The Architecture of Big Mother
Big Mother synthesizes philosophy, autobiography, cultural criticism, and spiritual inquiry to chart the emergence of a technological order that reconfigures the meaning of self, society, and the sacred. Horsley’s narrative traces converging lines: the rise of digital media, the marginalization of neurodiversity, the proliferation of artificial intelligence, and the deepening sense of existential displacement. He reveals how these phenomena interlock within a single architecture, designed to engineer dependency and mediate reality through the lens of technological control.
Throughout the book, Horsley insists that the stakes are concrete and immediate. The transformation of culture through technology produces real effects—psychological, social, and spiritual. He claims that the struggle to define, defend, and inhabit reality will determine the trajectory of the human species as it navigates the accelerating pressures of technological change and metaphysical infiltration.
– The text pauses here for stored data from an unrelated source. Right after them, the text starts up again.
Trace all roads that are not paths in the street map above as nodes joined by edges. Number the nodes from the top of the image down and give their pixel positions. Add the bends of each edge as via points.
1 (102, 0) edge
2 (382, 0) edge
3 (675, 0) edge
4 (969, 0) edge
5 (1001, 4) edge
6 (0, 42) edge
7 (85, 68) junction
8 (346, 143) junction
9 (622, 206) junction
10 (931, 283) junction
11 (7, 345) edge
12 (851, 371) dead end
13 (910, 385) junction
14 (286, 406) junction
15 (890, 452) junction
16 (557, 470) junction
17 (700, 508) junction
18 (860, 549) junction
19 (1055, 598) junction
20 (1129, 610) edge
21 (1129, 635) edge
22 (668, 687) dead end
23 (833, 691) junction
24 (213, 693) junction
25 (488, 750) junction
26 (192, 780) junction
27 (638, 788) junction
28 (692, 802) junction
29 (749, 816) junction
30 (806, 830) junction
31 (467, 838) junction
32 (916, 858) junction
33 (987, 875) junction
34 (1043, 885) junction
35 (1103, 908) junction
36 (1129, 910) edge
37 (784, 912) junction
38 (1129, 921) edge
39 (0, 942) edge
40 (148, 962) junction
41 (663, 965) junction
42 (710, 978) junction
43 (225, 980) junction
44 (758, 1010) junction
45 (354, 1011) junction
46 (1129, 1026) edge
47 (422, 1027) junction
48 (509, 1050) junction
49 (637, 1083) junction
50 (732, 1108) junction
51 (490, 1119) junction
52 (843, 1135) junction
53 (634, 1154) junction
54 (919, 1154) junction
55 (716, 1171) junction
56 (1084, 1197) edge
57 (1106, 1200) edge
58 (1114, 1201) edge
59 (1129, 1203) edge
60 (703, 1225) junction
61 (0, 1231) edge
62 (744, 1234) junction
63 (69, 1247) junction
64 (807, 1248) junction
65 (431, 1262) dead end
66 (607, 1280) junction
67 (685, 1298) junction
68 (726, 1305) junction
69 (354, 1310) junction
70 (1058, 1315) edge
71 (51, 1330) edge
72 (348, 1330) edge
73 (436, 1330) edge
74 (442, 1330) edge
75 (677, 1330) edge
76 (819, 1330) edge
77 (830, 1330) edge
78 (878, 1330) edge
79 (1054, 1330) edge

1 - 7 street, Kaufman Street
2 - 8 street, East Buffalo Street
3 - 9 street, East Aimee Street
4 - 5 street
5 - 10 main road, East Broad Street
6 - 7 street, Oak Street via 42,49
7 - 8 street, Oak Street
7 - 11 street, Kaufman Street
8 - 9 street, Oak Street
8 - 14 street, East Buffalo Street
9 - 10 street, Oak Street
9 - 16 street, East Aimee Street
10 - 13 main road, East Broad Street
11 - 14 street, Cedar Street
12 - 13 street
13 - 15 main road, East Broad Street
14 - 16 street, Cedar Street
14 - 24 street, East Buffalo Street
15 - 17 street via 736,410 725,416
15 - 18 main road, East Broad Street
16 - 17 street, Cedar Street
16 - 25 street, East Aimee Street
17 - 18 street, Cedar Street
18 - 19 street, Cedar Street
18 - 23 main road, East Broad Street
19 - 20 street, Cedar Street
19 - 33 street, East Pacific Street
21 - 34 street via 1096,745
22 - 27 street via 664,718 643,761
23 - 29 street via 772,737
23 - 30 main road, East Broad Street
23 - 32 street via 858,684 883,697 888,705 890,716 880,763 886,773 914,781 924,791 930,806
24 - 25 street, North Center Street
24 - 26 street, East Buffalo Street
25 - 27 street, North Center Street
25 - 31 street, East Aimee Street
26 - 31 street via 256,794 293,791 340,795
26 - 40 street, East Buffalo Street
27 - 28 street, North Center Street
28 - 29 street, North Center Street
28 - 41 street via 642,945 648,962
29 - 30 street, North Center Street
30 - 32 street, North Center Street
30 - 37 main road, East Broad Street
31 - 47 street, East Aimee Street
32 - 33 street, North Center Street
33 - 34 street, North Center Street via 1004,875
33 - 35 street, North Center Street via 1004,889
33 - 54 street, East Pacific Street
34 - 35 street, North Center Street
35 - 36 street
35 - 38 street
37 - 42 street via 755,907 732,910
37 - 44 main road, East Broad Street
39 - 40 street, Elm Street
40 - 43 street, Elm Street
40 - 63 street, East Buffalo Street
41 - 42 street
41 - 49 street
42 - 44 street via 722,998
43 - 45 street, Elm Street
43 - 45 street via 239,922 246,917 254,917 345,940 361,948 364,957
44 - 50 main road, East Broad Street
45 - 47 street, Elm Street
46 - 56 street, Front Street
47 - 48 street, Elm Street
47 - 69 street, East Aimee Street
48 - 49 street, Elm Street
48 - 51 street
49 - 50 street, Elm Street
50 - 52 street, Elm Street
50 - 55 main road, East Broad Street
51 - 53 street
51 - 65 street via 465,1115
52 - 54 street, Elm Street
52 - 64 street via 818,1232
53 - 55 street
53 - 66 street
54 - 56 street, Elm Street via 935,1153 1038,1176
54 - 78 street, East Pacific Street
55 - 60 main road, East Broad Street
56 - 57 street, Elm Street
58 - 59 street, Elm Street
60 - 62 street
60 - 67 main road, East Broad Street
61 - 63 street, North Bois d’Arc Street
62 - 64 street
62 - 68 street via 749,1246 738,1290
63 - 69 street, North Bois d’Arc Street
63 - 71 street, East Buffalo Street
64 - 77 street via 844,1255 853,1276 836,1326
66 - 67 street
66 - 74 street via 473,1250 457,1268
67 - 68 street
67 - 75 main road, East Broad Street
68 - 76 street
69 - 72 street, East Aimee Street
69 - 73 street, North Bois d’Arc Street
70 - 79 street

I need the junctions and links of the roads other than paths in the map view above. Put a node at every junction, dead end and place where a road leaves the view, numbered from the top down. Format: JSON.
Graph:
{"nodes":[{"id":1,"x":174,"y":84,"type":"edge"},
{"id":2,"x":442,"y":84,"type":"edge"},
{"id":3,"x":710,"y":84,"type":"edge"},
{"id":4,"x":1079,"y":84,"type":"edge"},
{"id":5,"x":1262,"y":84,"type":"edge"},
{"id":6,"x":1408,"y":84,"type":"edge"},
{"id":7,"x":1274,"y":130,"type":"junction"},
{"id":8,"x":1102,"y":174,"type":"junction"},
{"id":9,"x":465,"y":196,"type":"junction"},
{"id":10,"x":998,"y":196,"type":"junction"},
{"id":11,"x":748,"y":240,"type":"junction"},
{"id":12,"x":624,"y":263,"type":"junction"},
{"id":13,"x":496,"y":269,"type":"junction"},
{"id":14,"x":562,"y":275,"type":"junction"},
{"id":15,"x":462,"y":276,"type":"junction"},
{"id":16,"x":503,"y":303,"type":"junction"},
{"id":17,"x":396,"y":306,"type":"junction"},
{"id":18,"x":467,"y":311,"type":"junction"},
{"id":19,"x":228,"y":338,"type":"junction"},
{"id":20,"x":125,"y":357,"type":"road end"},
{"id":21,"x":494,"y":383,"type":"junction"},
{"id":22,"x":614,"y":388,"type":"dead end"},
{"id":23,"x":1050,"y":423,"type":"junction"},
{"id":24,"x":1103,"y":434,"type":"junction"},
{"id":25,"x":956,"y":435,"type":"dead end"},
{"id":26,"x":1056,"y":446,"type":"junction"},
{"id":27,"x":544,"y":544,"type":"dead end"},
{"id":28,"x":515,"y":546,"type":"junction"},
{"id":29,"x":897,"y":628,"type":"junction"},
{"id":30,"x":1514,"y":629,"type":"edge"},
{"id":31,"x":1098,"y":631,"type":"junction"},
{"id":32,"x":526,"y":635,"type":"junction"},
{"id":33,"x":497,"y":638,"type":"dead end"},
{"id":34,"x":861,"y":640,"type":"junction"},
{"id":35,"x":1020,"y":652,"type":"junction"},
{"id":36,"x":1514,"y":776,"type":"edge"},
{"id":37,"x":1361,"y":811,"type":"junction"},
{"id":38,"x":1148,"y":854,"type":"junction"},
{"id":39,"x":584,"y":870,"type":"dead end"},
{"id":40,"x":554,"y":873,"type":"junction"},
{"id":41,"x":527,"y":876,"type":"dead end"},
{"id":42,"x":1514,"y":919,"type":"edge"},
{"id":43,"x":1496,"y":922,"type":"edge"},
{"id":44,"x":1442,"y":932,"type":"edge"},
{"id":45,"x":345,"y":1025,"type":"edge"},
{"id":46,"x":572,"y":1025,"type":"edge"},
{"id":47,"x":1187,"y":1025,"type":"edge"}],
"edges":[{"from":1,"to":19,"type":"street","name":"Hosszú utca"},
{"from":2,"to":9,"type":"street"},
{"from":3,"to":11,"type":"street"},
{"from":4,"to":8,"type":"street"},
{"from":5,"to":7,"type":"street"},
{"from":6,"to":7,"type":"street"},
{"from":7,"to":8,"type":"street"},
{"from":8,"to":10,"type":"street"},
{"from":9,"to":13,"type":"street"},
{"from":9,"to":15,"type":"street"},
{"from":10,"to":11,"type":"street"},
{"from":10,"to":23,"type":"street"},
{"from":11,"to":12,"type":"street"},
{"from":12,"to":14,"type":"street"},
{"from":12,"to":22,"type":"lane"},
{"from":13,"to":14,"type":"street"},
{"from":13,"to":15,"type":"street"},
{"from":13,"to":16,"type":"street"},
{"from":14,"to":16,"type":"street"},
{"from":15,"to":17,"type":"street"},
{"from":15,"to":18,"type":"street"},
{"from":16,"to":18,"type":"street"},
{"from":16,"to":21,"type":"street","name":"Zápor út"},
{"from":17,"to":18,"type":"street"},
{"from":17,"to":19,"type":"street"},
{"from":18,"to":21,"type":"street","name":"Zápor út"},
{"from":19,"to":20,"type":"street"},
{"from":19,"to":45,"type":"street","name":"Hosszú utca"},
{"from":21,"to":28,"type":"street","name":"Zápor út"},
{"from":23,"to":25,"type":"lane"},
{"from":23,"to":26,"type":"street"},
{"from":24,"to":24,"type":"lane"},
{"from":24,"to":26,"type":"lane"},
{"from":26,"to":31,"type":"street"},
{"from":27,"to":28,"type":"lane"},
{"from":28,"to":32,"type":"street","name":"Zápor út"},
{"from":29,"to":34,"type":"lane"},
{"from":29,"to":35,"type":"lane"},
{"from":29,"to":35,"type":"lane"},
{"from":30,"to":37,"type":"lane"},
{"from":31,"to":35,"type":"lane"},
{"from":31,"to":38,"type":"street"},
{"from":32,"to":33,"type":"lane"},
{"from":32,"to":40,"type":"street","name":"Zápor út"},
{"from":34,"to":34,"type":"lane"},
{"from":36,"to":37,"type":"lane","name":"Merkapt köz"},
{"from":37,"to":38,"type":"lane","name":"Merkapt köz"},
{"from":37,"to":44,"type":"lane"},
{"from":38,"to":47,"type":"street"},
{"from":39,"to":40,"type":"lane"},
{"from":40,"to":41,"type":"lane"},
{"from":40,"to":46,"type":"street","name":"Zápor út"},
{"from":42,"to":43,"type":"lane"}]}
Search-Optimized Key Takeaways
Big Mother by Jasun Horsley offers a profound critique of technological society, exploring how digital systems function as surrogate wombs, fostering psychic dependency and enabling new forms of social control. The book investigates the roles of ancestral and demonic possession in shaping history, asserting that spiritual entities exploit technological developments to exert influence. Horsley examines neurodiversity as a challenge to consensus reality, highlighting the political and existential implications of autistic perception. He analyzes language and consensus as mechanisms of social control, illustrating how media and technology rewire perception and behavior. The book frames discernment as a survival skill, essential for resisting the invasive architectures of Big Mother. By integrating spiritual, psychological, and cultural analysis, Big Mother delivers a compelling vision of the forces that shape the modern world and offers a roadmap for reclaiming agency in the face of accelerating technological change.